▶ Task details
Copy whichever lines of the data hold the word "dead".

* * * * * * * * *

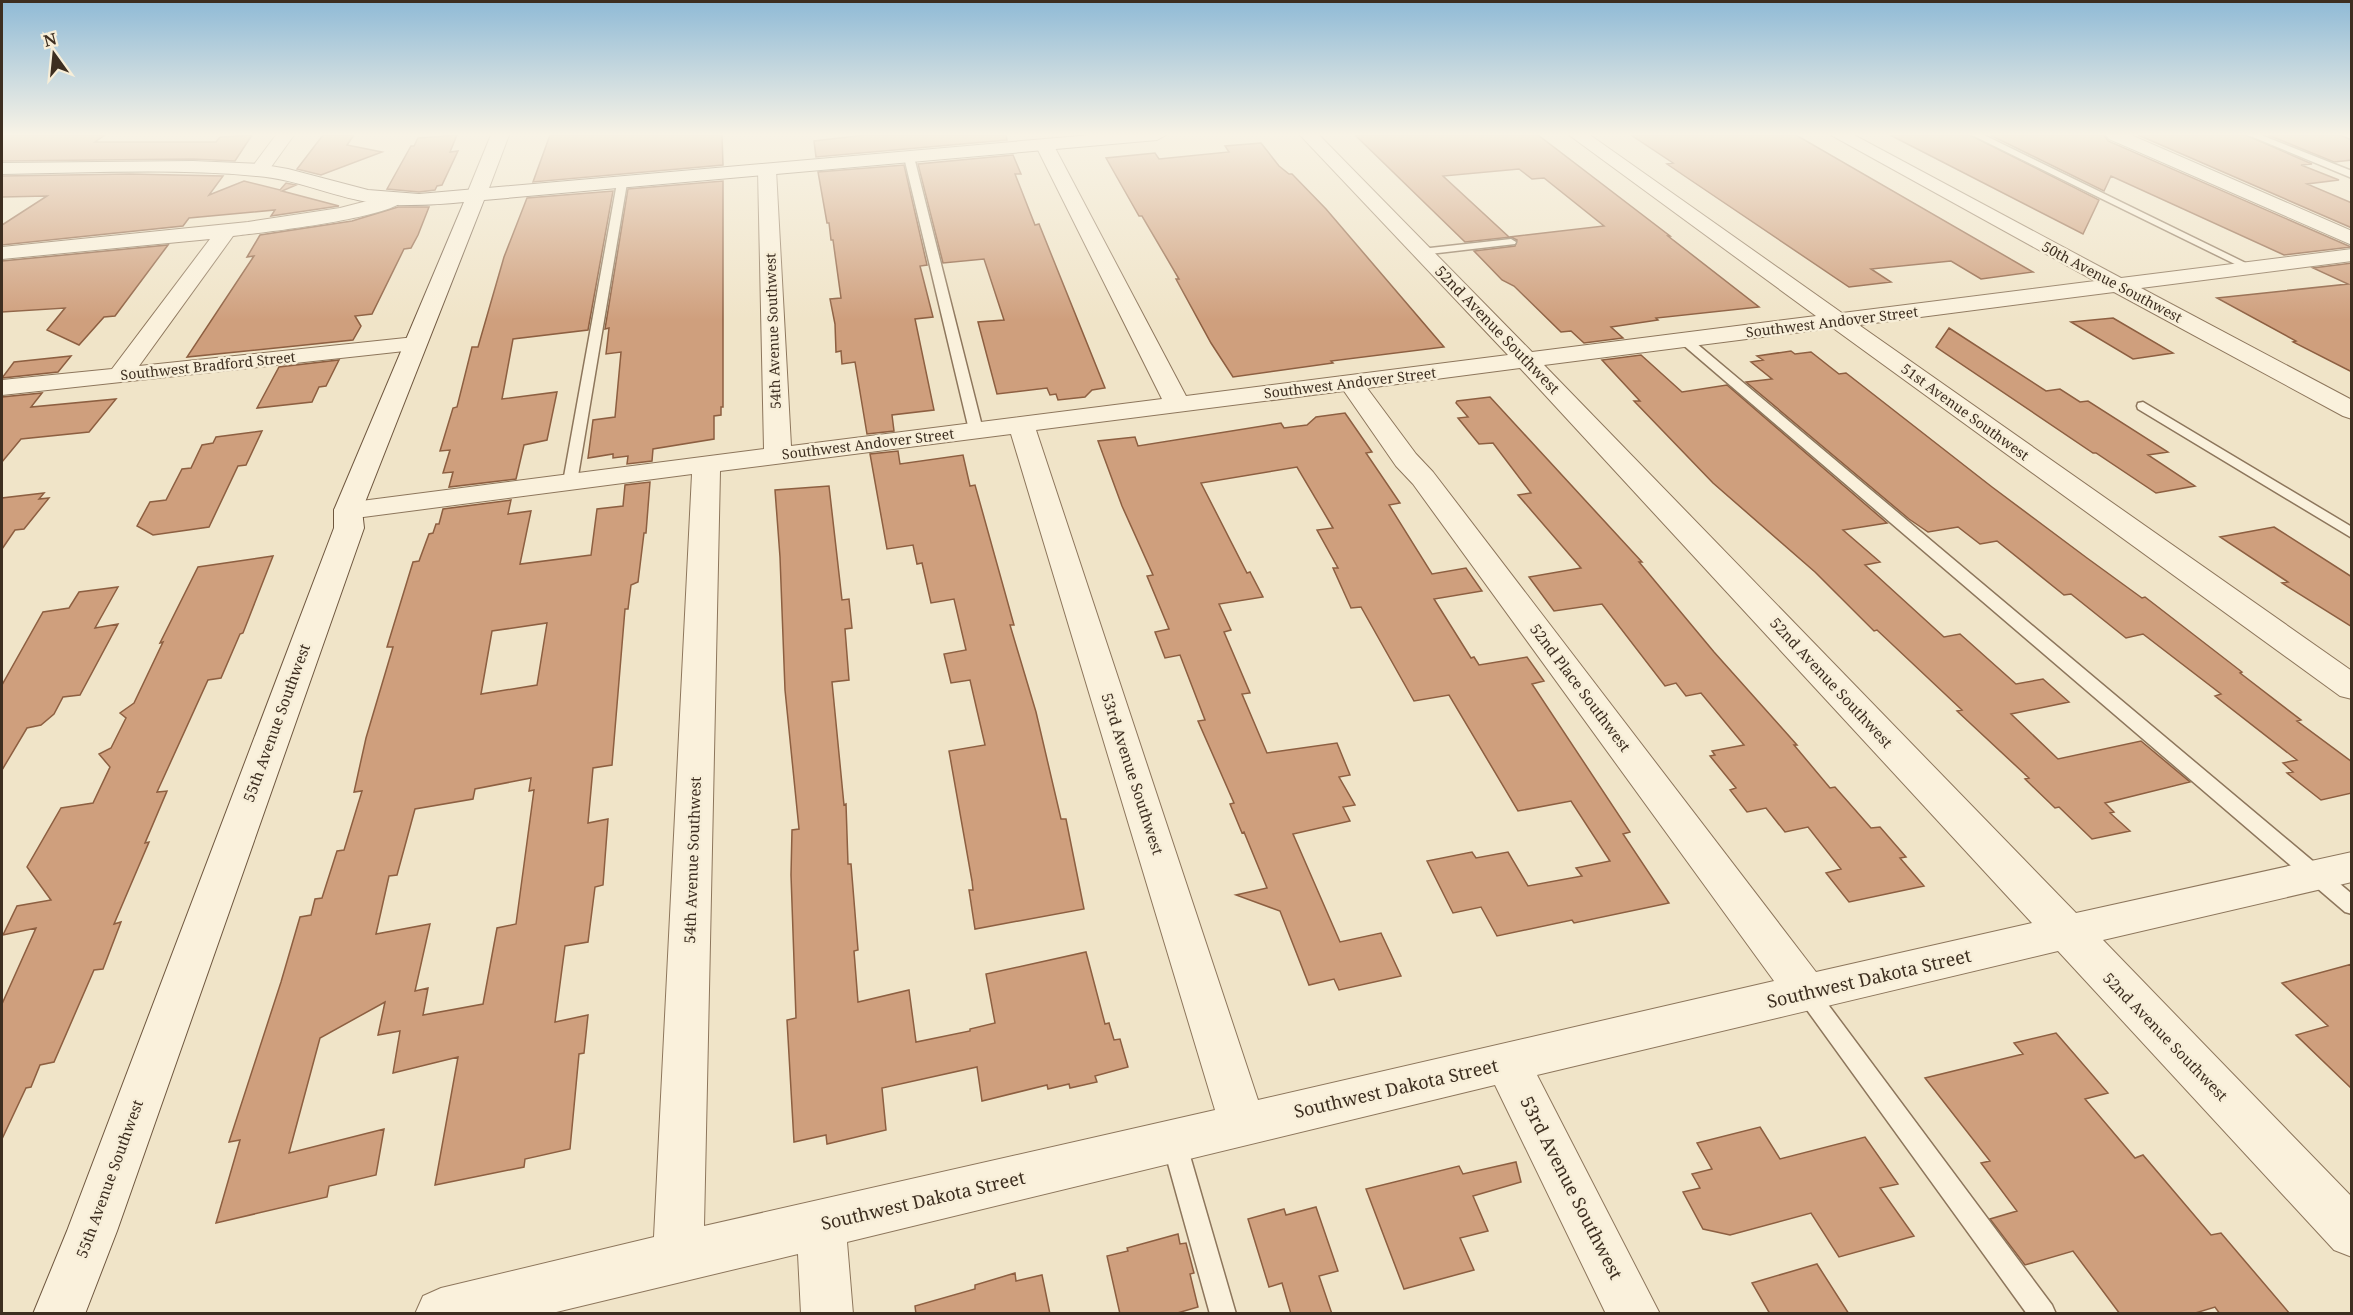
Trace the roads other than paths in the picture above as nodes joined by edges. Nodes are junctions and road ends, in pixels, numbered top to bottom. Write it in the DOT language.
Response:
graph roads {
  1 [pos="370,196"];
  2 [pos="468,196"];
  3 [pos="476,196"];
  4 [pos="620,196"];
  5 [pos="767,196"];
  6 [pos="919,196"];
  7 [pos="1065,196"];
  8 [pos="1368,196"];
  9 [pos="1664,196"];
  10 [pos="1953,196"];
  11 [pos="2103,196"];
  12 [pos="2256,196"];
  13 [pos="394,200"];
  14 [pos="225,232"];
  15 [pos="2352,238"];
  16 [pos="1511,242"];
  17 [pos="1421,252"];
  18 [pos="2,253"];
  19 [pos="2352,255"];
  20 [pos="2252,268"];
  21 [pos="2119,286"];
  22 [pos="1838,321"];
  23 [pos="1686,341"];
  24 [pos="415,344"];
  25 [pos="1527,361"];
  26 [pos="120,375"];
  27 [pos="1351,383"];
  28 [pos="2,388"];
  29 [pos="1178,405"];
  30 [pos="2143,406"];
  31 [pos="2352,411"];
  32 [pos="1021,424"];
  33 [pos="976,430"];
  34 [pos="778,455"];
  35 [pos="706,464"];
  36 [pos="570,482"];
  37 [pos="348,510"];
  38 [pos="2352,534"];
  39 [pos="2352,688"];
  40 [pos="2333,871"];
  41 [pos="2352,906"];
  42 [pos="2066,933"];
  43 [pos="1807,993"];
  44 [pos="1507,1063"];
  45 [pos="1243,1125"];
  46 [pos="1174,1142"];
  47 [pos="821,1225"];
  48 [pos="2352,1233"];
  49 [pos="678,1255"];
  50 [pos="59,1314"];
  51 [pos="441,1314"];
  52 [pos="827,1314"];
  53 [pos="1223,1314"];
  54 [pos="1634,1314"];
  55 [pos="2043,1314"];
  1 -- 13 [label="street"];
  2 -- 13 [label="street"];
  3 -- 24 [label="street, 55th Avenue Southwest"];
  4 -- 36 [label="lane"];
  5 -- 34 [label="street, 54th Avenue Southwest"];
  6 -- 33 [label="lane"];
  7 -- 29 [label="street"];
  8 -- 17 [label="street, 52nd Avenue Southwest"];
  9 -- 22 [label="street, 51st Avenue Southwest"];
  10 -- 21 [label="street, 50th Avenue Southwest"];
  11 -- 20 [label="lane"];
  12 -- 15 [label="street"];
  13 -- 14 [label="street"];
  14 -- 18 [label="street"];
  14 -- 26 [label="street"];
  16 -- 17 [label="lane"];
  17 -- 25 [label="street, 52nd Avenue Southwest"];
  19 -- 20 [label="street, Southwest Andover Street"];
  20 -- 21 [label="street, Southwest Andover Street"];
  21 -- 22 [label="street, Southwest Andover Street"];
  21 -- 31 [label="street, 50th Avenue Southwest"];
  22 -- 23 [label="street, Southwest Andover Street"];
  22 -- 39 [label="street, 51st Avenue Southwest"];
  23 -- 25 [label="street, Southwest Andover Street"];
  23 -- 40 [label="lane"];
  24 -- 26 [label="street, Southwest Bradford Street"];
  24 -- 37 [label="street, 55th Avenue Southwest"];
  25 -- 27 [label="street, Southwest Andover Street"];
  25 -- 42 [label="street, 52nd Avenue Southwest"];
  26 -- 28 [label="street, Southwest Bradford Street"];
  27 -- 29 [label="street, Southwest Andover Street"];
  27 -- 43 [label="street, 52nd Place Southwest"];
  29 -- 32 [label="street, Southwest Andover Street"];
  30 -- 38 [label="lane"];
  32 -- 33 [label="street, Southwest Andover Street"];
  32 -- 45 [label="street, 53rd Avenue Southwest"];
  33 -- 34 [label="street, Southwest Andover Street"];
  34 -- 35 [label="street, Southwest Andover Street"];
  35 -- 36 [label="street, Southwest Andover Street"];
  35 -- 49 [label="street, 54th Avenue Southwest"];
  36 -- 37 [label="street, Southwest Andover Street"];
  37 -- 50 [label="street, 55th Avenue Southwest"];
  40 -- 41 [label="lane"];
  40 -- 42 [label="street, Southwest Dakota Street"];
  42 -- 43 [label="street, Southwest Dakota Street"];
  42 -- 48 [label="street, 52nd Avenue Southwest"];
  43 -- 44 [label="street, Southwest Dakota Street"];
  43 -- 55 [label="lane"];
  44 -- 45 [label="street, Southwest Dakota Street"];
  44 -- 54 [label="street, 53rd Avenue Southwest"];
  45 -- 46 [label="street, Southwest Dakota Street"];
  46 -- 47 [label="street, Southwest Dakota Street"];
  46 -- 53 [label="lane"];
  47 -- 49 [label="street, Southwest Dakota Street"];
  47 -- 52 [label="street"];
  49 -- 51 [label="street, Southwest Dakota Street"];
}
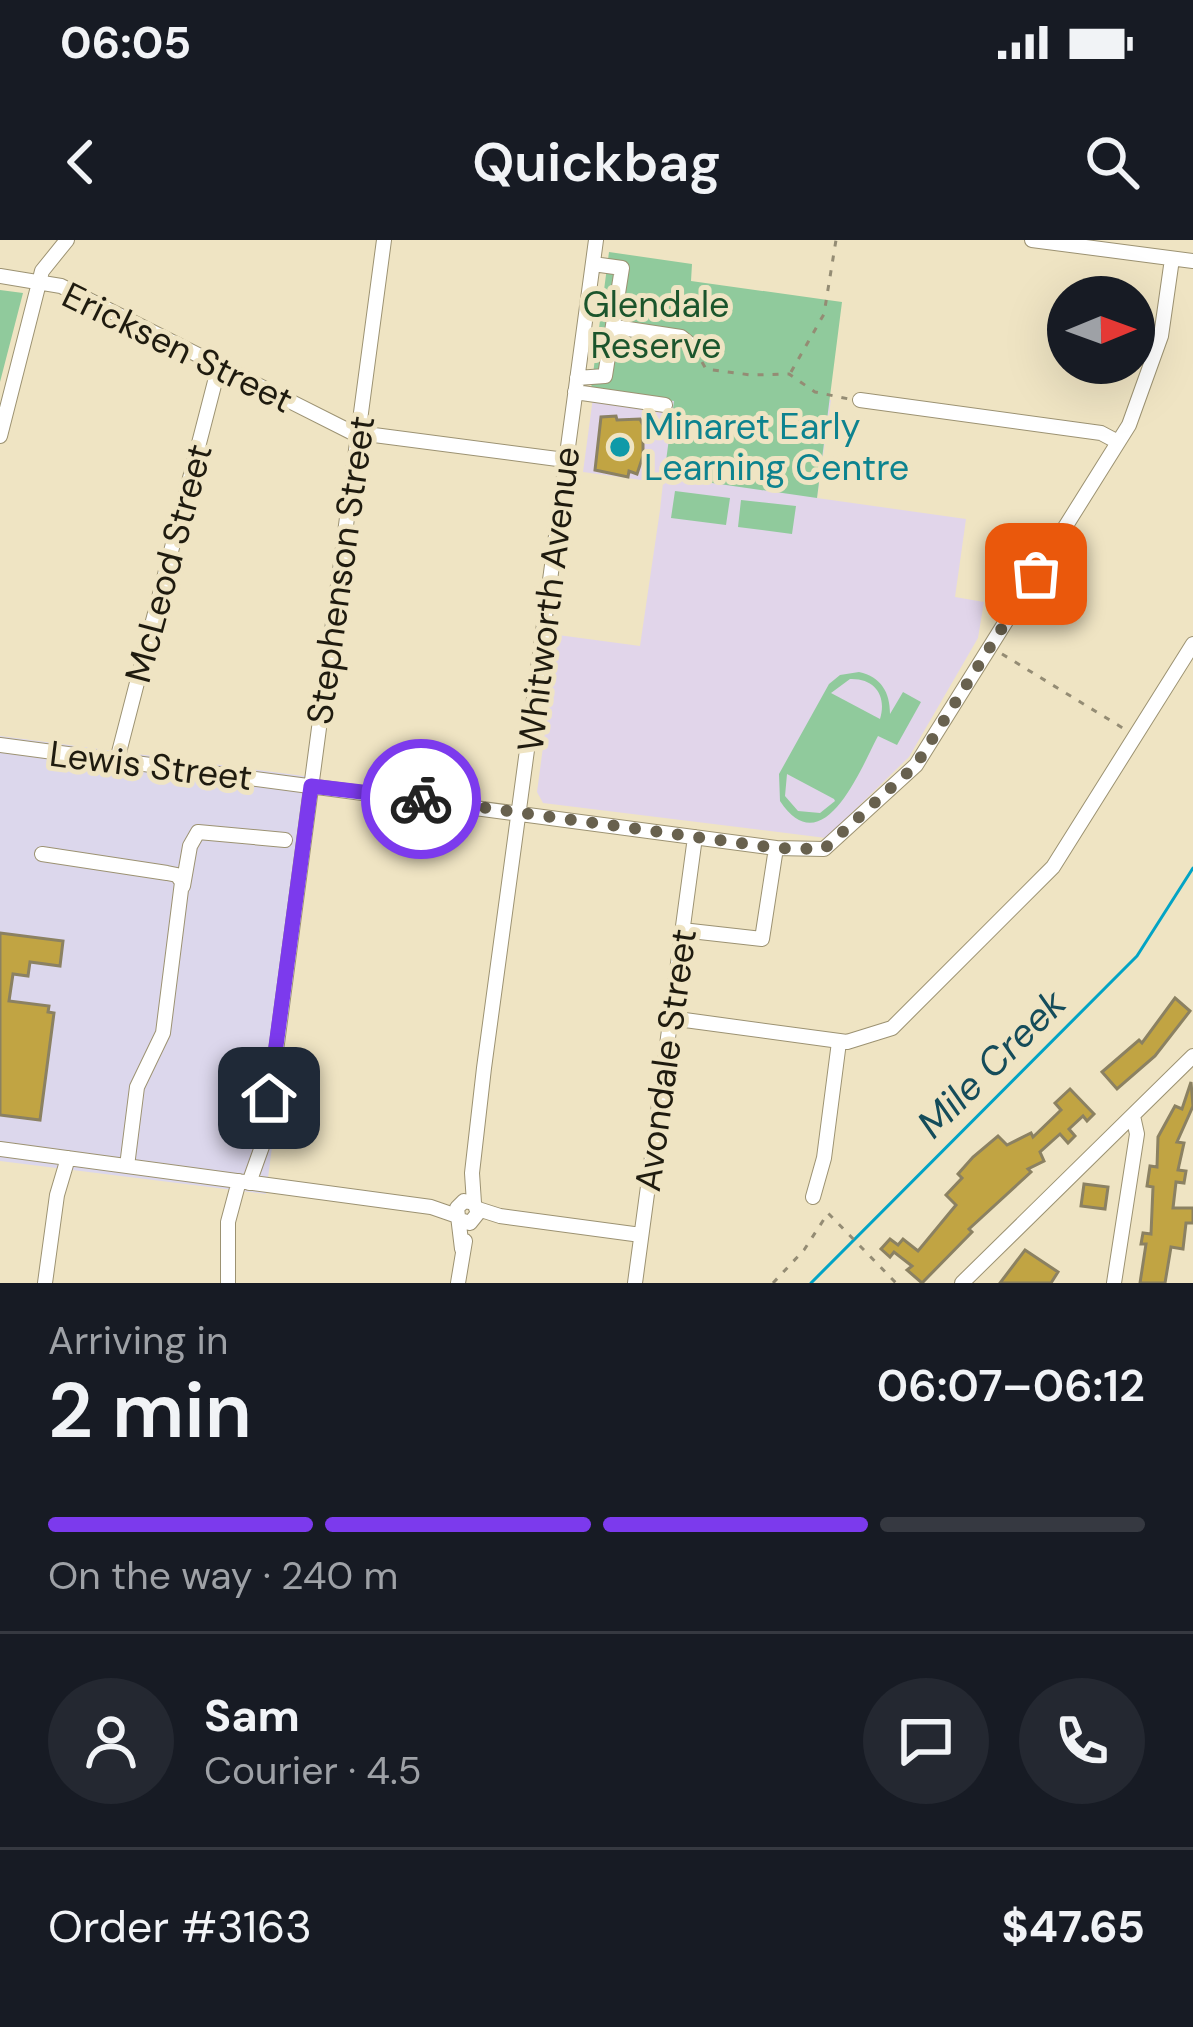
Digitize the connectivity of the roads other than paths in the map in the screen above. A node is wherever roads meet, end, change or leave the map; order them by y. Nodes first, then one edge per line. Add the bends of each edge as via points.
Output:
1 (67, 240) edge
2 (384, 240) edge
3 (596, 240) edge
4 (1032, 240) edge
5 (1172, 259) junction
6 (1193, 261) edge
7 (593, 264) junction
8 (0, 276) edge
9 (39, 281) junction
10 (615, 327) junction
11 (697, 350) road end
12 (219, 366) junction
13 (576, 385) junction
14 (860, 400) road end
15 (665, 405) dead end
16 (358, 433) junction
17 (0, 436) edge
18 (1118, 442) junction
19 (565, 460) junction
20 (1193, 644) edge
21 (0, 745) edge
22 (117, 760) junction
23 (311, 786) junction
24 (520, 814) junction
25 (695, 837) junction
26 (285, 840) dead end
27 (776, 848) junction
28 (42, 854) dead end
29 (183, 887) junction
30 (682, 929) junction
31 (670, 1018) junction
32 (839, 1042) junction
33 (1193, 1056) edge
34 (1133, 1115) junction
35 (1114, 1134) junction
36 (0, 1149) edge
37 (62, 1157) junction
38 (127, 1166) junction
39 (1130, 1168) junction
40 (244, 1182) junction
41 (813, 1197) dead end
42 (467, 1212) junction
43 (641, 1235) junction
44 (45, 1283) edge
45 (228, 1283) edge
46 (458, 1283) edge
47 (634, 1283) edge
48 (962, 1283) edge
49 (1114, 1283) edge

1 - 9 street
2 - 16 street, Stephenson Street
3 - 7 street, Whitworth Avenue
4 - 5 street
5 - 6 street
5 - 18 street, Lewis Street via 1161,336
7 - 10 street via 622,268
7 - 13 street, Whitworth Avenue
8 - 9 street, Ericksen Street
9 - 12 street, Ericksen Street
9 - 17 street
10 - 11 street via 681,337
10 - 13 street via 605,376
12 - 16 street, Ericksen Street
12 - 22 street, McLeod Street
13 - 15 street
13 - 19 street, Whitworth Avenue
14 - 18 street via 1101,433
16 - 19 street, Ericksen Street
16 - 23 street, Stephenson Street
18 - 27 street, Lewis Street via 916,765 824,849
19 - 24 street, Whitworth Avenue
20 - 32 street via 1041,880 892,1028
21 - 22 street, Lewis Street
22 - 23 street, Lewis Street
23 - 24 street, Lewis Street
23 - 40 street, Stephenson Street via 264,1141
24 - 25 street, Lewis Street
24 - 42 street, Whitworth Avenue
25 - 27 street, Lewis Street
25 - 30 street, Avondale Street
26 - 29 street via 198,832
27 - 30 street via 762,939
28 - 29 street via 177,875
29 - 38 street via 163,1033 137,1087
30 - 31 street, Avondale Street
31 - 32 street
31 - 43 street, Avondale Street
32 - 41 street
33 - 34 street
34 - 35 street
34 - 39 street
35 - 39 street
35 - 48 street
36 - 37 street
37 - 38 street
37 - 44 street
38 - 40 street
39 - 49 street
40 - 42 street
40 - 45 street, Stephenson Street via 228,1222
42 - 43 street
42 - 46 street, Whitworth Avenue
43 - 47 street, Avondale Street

* * * * * * * * *

▶ Response for this exercise
15 (665, 405) dead end
26 (285, 840) dead end
28 (42, 854) dead end
41 (813, 1197) dead end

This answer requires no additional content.